HP-MPI Version 2.2 for Linux Release Note

HP-MPI V2.2 for Linux Release Note
Known Problems and Workarounds
29
Known Problems and Workarounds
In order to use appfiles on XC ELAN clusters, MPI_USESRUN must be set to 1 and the
appfile must be homogenous.
The SilverStorm uDAPL driver has an accumulating issue. If the system has been
running for more than 24 hours, and a large enough number of applications have been
run, new applications could have problems establishing new uDAPL connections. The
error occurs depending on the usage of the system. If this error occurs, reboot the system.
There is a memory registration problem with the VAPI 3.2 driver. This error occurs if the
application always uses malloc() to get a new buffer for transferring. Even though very
little memory is actually pinned by the application, VAPI reports that it can't pin memory.
Myrinet MX Version 1.0 has a known resource limitation involving outstanding issends. If
more than 128 issends are issued and not yet matched, further MX communication can
hang. The only known workaround is to have your application issue less than 128
unmatched issends at a time.
MPI_IC_ORDER must provide the same definition on every node in a cluster to be effective.
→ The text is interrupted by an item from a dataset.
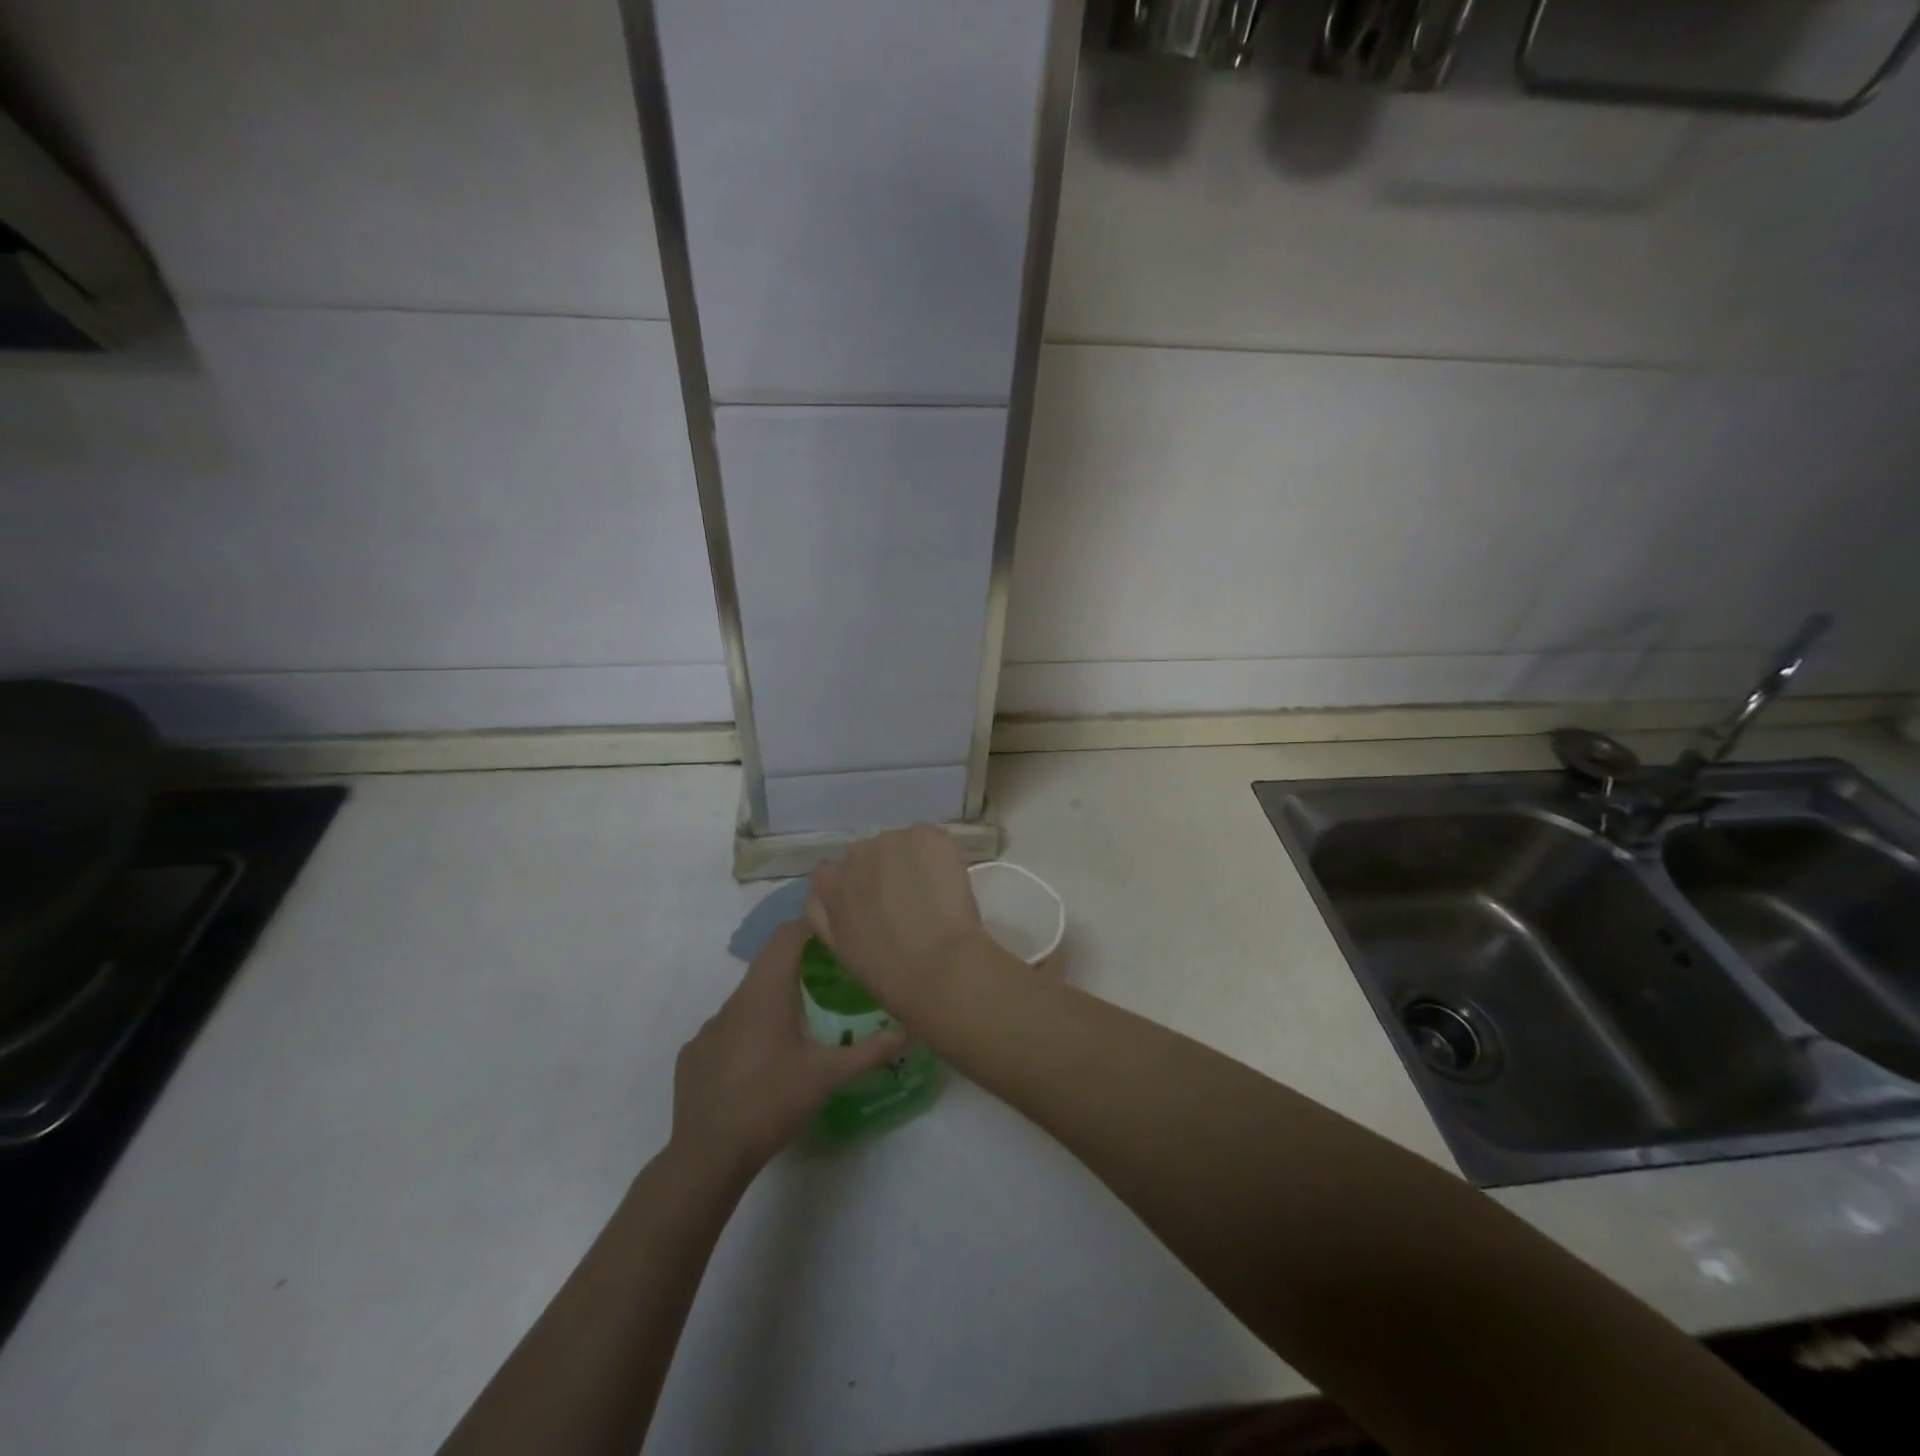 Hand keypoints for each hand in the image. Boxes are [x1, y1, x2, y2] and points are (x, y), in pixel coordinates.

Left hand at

In an XC cluster using srun, the environment variables are automatically propagated by
srun. In appfile mode however, the user must explicitly propagate those environment
variables via -e.
% mpirun -e MPI_IC_ORDER="vapi:TCP" -f appfile -prot
Interval timer functionality used by HP-MPI on XC can conflict with gprof data collection
phase requirements. Set the following two environment variables to workaround this
issue.
% export MPI_FLAGS=s0
% export GMON_OUT_PREFIX=/tmp/app_name
In the above example, setting MPI_FLAGS disables HP-MPI’s conflicting use of interval
timers. Refer to the mpienv(1) man page for descriptions of MPI_FLAG settings. Note that
this setting also disables message progression monitoring, so use with well-behaved
programs only.
In the above example, the second setting causes gprof data collection files to be named
/tmp/app_name.PID (where PID is the process ID number). The prefix is set arbitrarily
and makes the file unique in cases where the same PID is given on different nodes.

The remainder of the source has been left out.